What I do remember the most where the talks my colleague and I had.
Some were pretty silly, others serious. He would routinely play the devils advocate and be very staunch about it, so I improved in my argument style for sure.
One thing we did talk about most was the nature of our industry, and why it's so tough for people.
Everyone's a "Insert title here"
This one we see everywhere. Some rich kid gets daddy to buy him some equipment and poof, he's now a producer and director and editor etc etc. No formal training or experience, he just shoots and thinks he can impress girls and his other trust fund baby friends.
Well, this has been around since the dawn of time and really, never threatened the jobs of real artists working in this field.
Then, with the advent of cheap computers, and cheap software, suddenly, everyone could access the tools formally held by professionals. Equipment, like a da Vinci, a million dollar system, could be replaced with a fast PC and some hard drives.
Amazing isn't it? So why did this worry the professional? It wasn't that they had the talent, it was because they had the tools and could charge way less, or companies could move these services in-house or hire a family member. I routinely remember clients saying, oh I can get Steve's nephew to do it. He just got a Mac.

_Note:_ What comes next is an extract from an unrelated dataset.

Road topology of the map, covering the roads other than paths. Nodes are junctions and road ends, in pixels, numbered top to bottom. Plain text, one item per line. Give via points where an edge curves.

This diluted the industry with a million designers, animators and editors. Not to mention the costs of cameras have dropped, so everyone can now shoot.

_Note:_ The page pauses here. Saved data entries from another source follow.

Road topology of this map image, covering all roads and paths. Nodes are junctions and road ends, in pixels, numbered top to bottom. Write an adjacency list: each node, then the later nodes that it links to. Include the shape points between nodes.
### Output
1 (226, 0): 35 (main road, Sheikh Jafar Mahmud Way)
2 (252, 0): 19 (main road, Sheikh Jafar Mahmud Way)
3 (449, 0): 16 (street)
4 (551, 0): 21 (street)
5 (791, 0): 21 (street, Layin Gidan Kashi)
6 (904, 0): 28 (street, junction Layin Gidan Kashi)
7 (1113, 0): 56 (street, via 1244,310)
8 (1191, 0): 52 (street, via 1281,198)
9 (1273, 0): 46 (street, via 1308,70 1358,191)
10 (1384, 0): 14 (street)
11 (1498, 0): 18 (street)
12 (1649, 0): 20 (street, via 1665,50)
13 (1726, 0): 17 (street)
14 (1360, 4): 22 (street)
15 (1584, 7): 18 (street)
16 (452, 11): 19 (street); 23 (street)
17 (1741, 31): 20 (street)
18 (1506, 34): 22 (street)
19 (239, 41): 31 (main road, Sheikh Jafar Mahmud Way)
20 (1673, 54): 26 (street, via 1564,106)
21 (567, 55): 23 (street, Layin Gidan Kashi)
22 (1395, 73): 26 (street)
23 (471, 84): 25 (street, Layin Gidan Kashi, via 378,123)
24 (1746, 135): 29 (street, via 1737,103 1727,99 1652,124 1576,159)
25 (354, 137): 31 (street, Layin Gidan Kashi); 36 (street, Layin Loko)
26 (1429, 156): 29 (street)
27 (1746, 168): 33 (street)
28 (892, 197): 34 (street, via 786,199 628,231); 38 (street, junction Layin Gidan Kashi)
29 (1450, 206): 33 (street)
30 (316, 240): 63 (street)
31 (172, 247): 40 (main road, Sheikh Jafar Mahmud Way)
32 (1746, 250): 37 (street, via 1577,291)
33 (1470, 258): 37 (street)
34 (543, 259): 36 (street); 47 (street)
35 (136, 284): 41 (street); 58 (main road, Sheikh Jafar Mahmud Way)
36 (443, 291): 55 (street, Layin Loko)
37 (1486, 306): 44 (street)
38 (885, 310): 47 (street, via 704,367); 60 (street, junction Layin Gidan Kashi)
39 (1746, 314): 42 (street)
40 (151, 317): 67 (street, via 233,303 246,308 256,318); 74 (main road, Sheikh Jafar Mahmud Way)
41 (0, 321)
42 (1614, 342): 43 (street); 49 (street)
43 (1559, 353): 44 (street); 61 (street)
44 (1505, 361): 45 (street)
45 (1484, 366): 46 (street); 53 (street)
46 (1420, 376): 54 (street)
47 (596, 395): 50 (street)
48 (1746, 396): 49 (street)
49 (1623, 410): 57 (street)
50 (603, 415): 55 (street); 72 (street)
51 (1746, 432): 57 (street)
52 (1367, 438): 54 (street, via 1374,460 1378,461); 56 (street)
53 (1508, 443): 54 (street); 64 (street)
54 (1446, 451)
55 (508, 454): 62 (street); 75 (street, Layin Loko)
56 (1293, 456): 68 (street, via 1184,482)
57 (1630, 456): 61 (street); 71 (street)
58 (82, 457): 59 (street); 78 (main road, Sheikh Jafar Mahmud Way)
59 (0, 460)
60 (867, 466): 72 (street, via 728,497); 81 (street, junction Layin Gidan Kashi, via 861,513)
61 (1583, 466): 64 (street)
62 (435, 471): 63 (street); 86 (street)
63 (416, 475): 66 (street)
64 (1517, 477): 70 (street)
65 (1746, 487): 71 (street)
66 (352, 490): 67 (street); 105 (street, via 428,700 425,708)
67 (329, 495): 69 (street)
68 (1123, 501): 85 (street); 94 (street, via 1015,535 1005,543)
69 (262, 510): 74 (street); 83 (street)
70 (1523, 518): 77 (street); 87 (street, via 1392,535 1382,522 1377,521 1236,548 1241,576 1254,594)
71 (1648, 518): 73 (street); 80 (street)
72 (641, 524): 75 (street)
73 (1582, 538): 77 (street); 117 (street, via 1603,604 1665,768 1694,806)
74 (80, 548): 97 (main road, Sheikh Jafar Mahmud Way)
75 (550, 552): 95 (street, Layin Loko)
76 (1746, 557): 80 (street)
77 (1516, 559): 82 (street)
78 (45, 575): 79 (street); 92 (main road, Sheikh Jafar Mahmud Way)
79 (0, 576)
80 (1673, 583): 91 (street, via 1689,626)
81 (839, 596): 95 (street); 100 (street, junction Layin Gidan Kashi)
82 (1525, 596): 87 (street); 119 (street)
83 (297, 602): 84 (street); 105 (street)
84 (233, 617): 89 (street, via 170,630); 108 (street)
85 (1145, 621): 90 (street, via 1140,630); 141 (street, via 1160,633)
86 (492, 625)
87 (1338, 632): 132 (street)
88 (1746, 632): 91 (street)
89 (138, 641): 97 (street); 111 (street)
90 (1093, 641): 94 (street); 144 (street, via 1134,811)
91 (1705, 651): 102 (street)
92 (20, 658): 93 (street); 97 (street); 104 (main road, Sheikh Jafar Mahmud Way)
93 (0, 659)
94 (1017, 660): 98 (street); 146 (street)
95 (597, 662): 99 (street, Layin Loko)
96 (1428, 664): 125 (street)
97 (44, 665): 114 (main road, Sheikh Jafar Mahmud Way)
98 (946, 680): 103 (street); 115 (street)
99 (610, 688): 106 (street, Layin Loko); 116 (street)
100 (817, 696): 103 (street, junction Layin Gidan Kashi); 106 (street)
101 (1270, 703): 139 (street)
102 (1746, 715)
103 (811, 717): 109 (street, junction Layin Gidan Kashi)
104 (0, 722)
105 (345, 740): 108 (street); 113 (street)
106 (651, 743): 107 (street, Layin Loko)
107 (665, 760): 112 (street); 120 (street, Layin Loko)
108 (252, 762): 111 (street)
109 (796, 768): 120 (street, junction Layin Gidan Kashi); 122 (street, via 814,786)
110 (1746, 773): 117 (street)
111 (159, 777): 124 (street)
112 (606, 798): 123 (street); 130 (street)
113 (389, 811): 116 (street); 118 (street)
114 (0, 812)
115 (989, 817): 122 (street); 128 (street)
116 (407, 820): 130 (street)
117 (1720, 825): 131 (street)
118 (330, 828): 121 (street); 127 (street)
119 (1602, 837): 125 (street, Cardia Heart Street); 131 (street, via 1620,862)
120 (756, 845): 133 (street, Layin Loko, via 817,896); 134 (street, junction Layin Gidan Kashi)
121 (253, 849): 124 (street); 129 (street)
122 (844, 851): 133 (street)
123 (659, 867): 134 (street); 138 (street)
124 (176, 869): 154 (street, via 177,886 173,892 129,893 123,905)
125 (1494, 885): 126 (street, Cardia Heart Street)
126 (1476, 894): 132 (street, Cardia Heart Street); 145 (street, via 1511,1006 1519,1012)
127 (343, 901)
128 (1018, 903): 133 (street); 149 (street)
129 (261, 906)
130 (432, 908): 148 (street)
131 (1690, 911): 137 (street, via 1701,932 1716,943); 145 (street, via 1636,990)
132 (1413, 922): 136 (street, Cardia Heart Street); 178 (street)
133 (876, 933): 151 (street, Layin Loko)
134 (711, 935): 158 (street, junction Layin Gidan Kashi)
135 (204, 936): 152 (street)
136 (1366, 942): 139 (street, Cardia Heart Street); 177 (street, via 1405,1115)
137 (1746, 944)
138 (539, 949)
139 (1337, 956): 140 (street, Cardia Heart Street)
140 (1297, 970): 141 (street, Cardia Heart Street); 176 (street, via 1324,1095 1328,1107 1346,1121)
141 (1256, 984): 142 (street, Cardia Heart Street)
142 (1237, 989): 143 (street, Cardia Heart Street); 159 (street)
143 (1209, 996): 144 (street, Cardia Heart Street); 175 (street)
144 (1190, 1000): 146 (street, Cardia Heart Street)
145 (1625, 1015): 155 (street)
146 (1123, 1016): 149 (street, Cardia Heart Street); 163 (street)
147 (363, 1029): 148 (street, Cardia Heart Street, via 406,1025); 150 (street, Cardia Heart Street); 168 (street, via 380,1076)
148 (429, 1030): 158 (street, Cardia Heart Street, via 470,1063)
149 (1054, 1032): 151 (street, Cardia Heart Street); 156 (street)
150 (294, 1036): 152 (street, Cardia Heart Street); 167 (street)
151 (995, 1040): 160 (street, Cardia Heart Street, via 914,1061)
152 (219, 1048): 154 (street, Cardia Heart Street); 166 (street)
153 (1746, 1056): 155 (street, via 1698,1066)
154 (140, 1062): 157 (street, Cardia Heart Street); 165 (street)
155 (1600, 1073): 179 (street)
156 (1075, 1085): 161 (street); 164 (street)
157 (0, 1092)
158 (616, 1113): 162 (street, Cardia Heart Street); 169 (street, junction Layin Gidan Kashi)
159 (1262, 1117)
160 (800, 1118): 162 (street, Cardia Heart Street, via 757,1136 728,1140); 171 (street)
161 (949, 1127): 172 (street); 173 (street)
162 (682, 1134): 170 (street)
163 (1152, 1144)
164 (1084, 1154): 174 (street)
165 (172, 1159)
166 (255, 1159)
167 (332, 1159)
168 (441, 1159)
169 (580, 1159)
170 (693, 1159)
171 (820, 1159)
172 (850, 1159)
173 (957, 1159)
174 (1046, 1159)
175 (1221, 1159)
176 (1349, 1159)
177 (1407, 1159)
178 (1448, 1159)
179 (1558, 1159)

Boutiques that charged a premium for first rate service were going out of business, losing clients to in-house departments that hired kids to be Jack of All Trades and paid them near poverty level wages to manage everything.
This bubble did eventually pop around 2005ish when companies realized they were not getting the services needed. They wanted professionals, and thus began the Producers Bubble
Producers Bubble
The bubble grew fast. With the advent of faster, better technologies, SSD, fibre, etc etc, again, people were becoming not just designers, why do the hard work? They were becoming producers. The stuff looked slick, and pretty. The quality was only present because the technology did everything for you. Everything was a preset. I interviewed someone once and their reel was nothing but after effects and motion presets timed to his music. I guess I could give him a technical merit for cutting, but really, later on I found another plugin that will do that for you as well.
What was lacking in all of this, was thought, and creative input. I see so much stuff on youtube and it is all technically amazing! Don't get me wrong, some of it is gorgeous, BUT it is not creative.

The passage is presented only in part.